Dr. Dre: His lyrical content. He sounded like he had big-ass balls. He finds ways to rhyme words that don't seem like they should rhyme. I felt that.
VH1: Was there ever any concern about the fact that he was white?
Dr. Dre: I didn't even know he was white when I heard the demo. Jimmy Iovine told me a little later. Then my wheels started turning. I thought he would be able to get away with saying a lot more than I would get away with saying. If a black guy said that stuff, people would turn the radio off. That's reality.
VH1: Did you ever worry that Eminem might turn into another Vanilla Ice?
Dr. Dre: No. Vanilla Ice is corny. Eminem is over the top. He pays attention to what he's doing in the studio, and he makes sure his records are coming out right. He still has a strong career ahead of him.

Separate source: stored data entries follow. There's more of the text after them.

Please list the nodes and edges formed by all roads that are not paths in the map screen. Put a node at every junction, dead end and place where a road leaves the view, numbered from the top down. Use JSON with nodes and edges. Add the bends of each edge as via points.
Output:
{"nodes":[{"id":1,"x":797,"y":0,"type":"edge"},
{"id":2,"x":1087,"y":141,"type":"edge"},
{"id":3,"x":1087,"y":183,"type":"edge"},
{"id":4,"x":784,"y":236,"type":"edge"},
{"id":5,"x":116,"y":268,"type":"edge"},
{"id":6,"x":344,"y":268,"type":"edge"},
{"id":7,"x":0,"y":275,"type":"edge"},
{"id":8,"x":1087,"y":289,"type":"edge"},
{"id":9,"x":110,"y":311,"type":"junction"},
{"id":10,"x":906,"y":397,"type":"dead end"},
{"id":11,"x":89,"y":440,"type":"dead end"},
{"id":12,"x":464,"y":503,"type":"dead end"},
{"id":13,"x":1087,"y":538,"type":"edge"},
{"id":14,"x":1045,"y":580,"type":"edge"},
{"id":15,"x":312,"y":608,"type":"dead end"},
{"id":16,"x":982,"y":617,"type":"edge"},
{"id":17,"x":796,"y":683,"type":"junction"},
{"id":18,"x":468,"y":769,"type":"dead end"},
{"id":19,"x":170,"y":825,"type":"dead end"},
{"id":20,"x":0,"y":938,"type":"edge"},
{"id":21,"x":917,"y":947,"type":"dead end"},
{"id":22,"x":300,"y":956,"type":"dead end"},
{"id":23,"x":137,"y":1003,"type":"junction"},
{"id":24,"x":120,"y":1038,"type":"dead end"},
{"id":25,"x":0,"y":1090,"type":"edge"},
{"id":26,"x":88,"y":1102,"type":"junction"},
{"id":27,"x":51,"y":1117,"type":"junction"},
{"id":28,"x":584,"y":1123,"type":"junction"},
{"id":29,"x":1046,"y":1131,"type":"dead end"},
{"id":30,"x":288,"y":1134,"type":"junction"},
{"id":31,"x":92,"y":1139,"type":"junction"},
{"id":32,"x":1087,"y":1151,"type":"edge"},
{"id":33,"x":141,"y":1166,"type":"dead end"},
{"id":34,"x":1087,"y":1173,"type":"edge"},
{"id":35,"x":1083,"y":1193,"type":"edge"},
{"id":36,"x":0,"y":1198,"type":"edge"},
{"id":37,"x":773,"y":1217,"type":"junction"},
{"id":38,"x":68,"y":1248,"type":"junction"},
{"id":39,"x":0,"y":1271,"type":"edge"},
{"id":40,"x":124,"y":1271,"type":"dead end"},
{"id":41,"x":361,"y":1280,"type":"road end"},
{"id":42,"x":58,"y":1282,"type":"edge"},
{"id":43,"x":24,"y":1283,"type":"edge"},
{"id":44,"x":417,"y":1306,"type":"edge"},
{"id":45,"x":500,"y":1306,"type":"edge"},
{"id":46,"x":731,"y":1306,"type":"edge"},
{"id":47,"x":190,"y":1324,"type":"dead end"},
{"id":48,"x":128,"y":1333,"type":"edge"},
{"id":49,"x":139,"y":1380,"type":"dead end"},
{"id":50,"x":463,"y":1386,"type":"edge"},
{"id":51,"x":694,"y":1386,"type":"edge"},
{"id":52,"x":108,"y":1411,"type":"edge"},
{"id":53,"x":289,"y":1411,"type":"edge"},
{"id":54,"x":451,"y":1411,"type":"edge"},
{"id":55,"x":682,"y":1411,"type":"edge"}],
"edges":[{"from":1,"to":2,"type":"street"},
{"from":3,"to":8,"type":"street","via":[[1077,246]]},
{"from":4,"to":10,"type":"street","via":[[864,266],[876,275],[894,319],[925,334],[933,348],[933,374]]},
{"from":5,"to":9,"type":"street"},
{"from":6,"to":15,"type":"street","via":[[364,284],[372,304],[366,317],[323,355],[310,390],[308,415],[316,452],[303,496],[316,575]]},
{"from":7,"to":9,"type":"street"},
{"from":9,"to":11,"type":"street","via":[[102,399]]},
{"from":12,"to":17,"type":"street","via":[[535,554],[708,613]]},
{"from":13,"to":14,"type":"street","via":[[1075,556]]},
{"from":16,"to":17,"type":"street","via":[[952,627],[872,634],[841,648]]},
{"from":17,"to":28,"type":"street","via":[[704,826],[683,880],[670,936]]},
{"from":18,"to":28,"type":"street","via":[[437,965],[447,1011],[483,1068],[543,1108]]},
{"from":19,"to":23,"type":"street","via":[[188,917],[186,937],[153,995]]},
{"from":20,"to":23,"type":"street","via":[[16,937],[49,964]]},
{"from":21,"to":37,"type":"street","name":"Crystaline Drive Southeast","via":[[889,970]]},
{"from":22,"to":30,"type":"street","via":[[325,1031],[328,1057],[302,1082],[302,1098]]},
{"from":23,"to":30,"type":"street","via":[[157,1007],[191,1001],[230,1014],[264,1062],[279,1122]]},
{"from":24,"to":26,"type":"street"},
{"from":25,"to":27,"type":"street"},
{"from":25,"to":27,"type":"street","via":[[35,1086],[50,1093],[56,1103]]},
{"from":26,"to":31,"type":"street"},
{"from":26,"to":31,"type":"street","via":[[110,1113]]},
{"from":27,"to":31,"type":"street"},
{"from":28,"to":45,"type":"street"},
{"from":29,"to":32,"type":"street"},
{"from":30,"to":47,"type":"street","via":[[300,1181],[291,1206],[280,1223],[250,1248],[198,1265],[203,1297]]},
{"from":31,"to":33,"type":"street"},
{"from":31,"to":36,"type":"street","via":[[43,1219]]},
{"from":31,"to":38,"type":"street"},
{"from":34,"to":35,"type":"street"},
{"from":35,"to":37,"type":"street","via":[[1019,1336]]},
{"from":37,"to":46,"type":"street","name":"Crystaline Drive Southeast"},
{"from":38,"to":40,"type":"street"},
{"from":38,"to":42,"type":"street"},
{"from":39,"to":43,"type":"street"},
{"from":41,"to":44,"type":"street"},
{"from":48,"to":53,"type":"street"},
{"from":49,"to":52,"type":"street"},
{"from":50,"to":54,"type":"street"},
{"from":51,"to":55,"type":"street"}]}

VH1: How did you come up with the ideas for The Marshall Mathers LP?
Dr. Dre: There's no big scientific explanation. We don't wake up at two in the morning, call each other, and say, "I have an idea. We gotta get to the studio." We just wait and see what happens when we get there. The only time we didn't actually sit in a studio and create something on the spot was with "Kill You." I was talking to Em on the phone. He heard the track playing in the background and was like, "What's that? Send me that track!" So I sent it to him, he wrote the lyrics, came down and we got busy with it.

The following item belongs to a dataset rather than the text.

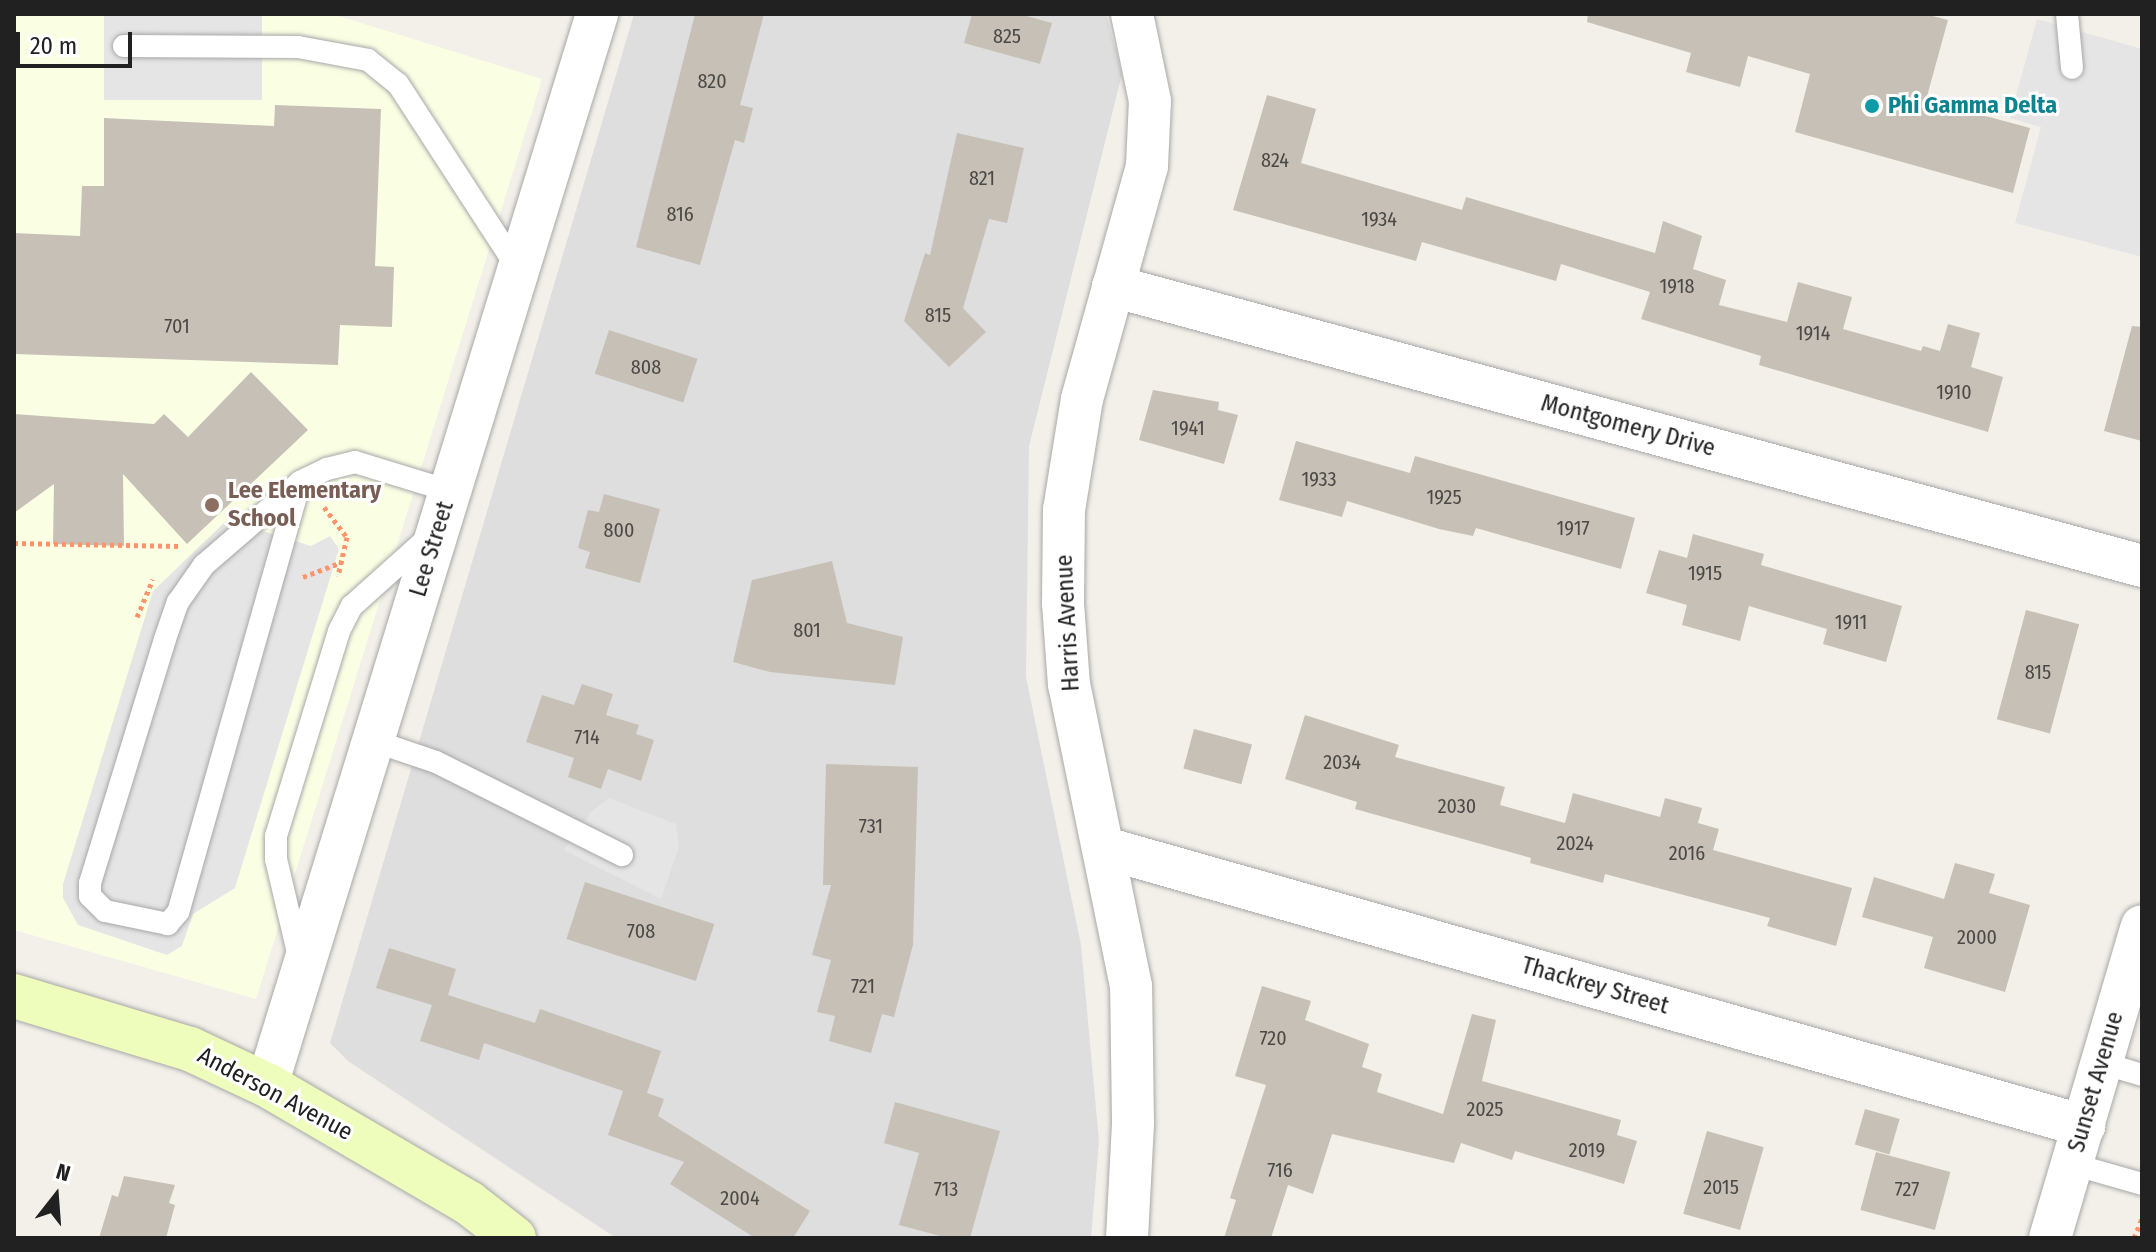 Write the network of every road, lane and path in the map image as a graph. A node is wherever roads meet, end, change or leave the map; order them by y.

VH1: In "The Way I Am" he attacked his fans. That's not something most artists would do.
Dr. Dre: On that record he decided to get a lot more serious. He didn't want people to start thinking he was a clown, with all the outfits you see in "The Real Slim Shady" video. Some fans out there come on a little strong. If you're sitting down eating with your little girl, they'll stick a piece of paper in your face and say, "Look, I bought your record. Sign this." Sometimes they are very rude. Those are the people that he was attacking.

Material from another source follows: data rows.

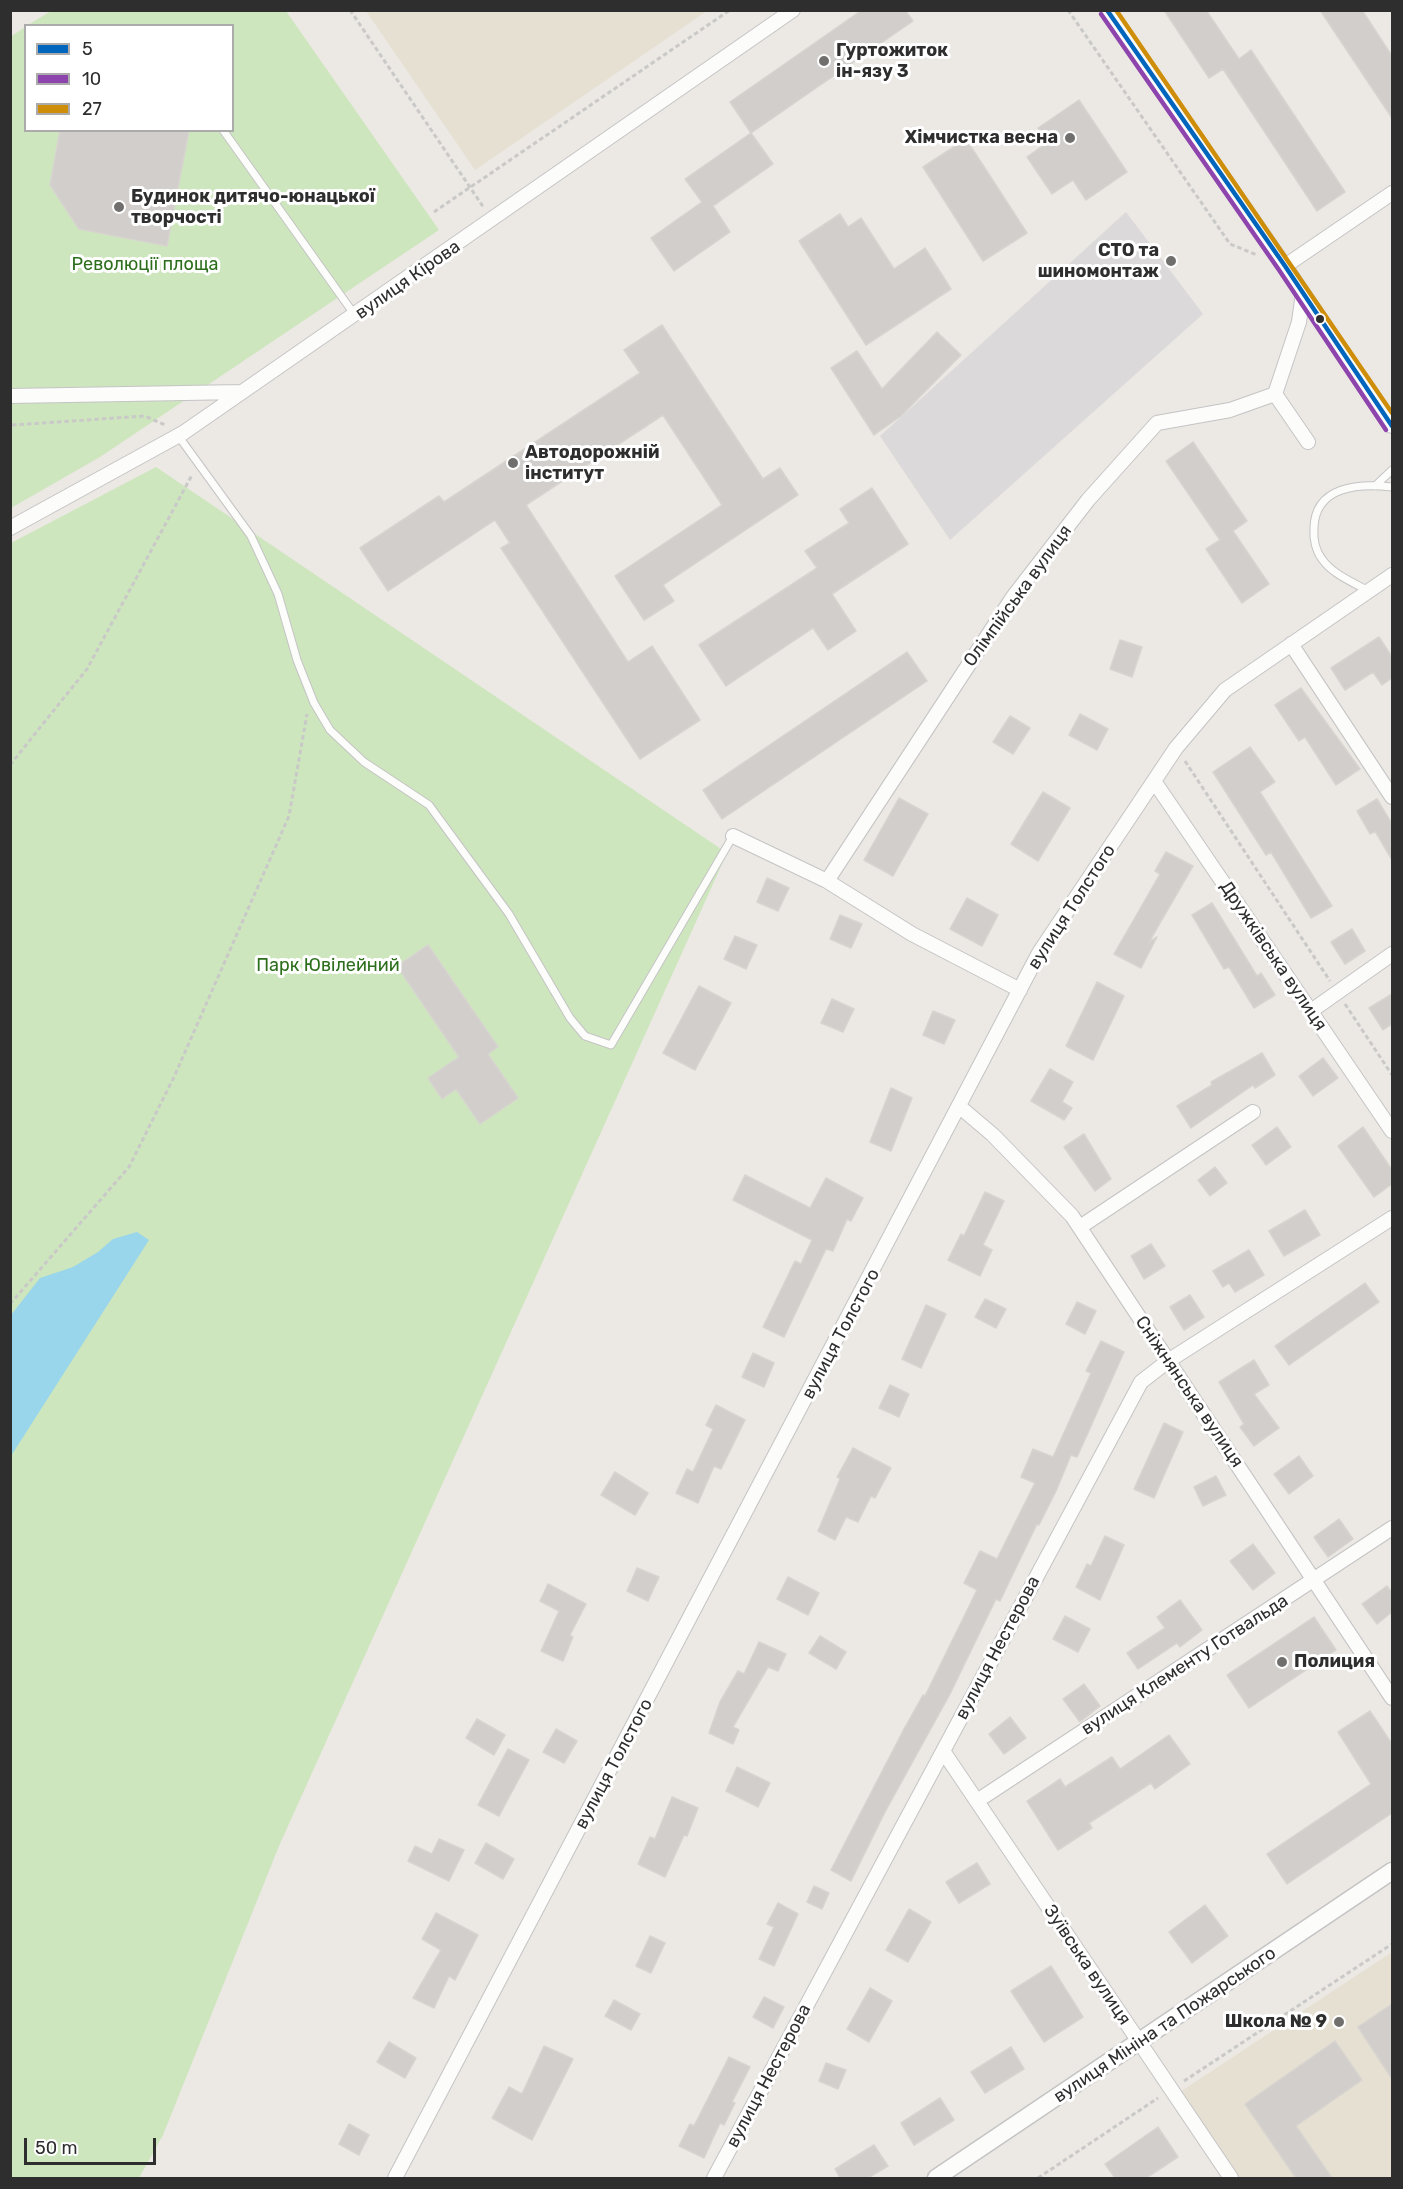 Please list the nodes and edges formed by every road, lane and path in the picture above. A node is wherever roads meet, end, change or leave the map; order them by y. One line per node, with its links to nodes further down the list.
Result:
1 (350, 10): 7 (path)
2 (730, 10): 7 (path)
3 (793, 10): 10 (street, вулиця Кірова)
4 (1068, 10): 11 (path)
5 (1107, 10): 11 (street)
6 (224, 132): 13 (lane)
7 (471, 188): 9 (path); 10 (path)
8 (1392, 193): 11 (street)
9 (434, 212)
10 (493, 221): 13 (street, вулиця Кірова)
11 (1286, 266): 12 (street)
12 (1303, 293): 15 (street); 18 (street)
13 (355, 316): 14 (street, вулиця Кірова)
14 (242, 392): 16 (street); 19 (street, вулиця Кірова)
15 (1275, 394): 20 (street); 35 (street, Олімпійська вулиця)
16 (10, 396)
17 (11, 424): 19 (path)
18 (1392, 427)
19 (183, 433): 21 (lane); 25 (street, вулиця Кірова)
20 (1308, 442)
21 (199, 463): 29 (lane); 31 (path)
22 (1392, 470): 23 (lane)
23 (1375, 486): 24 (lane); 27 (lane)
24 (1392, 487)
25 (10, 528)
26 (1392, 575): 27 (street, вулиця Толстого)
27 (1369, 591): 28 (street, вулиця Толстого)
28 (1291, 645): 30 (street, вулиця Толстого); 33 (street)
29 (309, 689): 34 (lane); 46 (path)
30 (1176, 748): 32 (street, вулиця Толстого); 38 (path)
31 (10, 765)
32 (1154, 781): 37 (street, вулиця Толстого); 39 (street, Дружківська вулиця)
33 (1392, 797)
34 (733, 836): 35 (street)
35 (826, 881): 37 (street)
36 (1392, 954): 38 (street)
37 (1020, 990): 41 (street, вулиця Толстого)
38 (1338, 993): 39 (street); 40 (path)
39 (1311, 1011): 43 (street, Дружківська вулиця)
40 (1392, 1075)
41 (960, 1107): 45 (street, Сніжнянська вулиця); 57 (street, вулиця Толстого)
42 (1253, 1112): 45 (street)
43 (1392, 1131)
44 (1392, 1218): 47 (street, вулиця Нестерова)
45 (1080, 1227): 47 (street, Сніжнянська вулиця)
46 (10, 1304)
47 (1168, 1361): 49 (street, Сніжнянська вулиця); 51 (street, вулиця Нестерова)
48 (1392, 1528): 49 (street, вулиця Клементу Готвальда)
49 (1315, 1579): 50 (street, Сніжнянська вулиця); 52 (street, вулиця Клементу Готвальда)
50 (1392, 1698)
51 (943, 1751): 52 (street, Зуївська вулиця); 58 (street, вулиця Нестерова)
52 (977, 1802): 55 (street, Зуївська вулиця)
53 (1392, 1871): 55 (street, вулиця Мініна та Пожарського)
54 (1392, 1944): 56 (path)
55 (1140, 2043): 56 (street, Зуївська вулиця); 59 (street, вулиця Мініна та Пожарського)
56 (1171, 2090): 60 (path); 61 (street, Зуївська вулиця)
57 (395, 2178)
58 (714, 2178)
59 (936, 2178)
60 (1038, 2178)
61 (1231, 2178)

VH1: What did you think when you first heard "Stan?"
Dr. Dre: I thought "Stan" was the best song that he's ever done. It's weird listening to that. He's in character and talking about himself. It was a brilliant record: Put together really well - the whole nine. 45 King did his thing. A song like that brings a breath of fresh air into the game, some CPR. It's not just your average hip-hop record with the MC bragging about where he's from, what he's drinking, or what he's driving. It was somebody saying, "I'm gonna do something different, and make it the best record I've done."
VH1: What about "Kim"? What was your reaction the first time you heard that?
Dr. Dre: My jaw hit the ground. I played the song over and over about 10 times. That's one of my favorites next to "Stan." Just because of the aggression that he put into it. I thought it was gonna push some buttons and make people's skin crawl. It's important to get a reaction and jerk some kind of emotion out of people when they listen to what you're doing.
VH1: Why do you think so much of The Marshall Mathers LP is reactionary?
Dr. Dre: You're always gonna respond to what people are saying about you. It gives him gas to go on.
VH1: Does Eminem ever tell you about stuff that gets him mad?
Dr. Dre: Definitely! All the time! It doesn't stop. He's always looking for a concept. "Oh, this person said this? Okay, gotta go at him. There's another line." It makes the game a lot more fun.
VH1: What happened when you turned the original version of The Marshall Mathers LP into Interscope? Didn't they say there wasn't a single on there?
Dr. Dre: Yeah. We thought the album was done, but we didn't feel like there was anything commercial enough to put out as a first single. Once people heard the album and got into it, I knew we had a second and third single. But we needed that big opener. So me and Em came back in the studio for about a week or so, and created "The Real Slim Shady." Boom! We felt it right away. It was one of those moments. He had the hook already. We put music to that, and it came out right. My kids were singing it, you know what I'm saying? That was enough for me.
VH1: What was it like when Eminem was talking about killing you on "The Real Slim Shady?"
Dr. Dre: It was funny to me. As long as it's hot, let's roll with it. That album would never come out if anybody censored what we were saying. So in my opinion, the crazier it is the better. Let's have fun with it and excite people.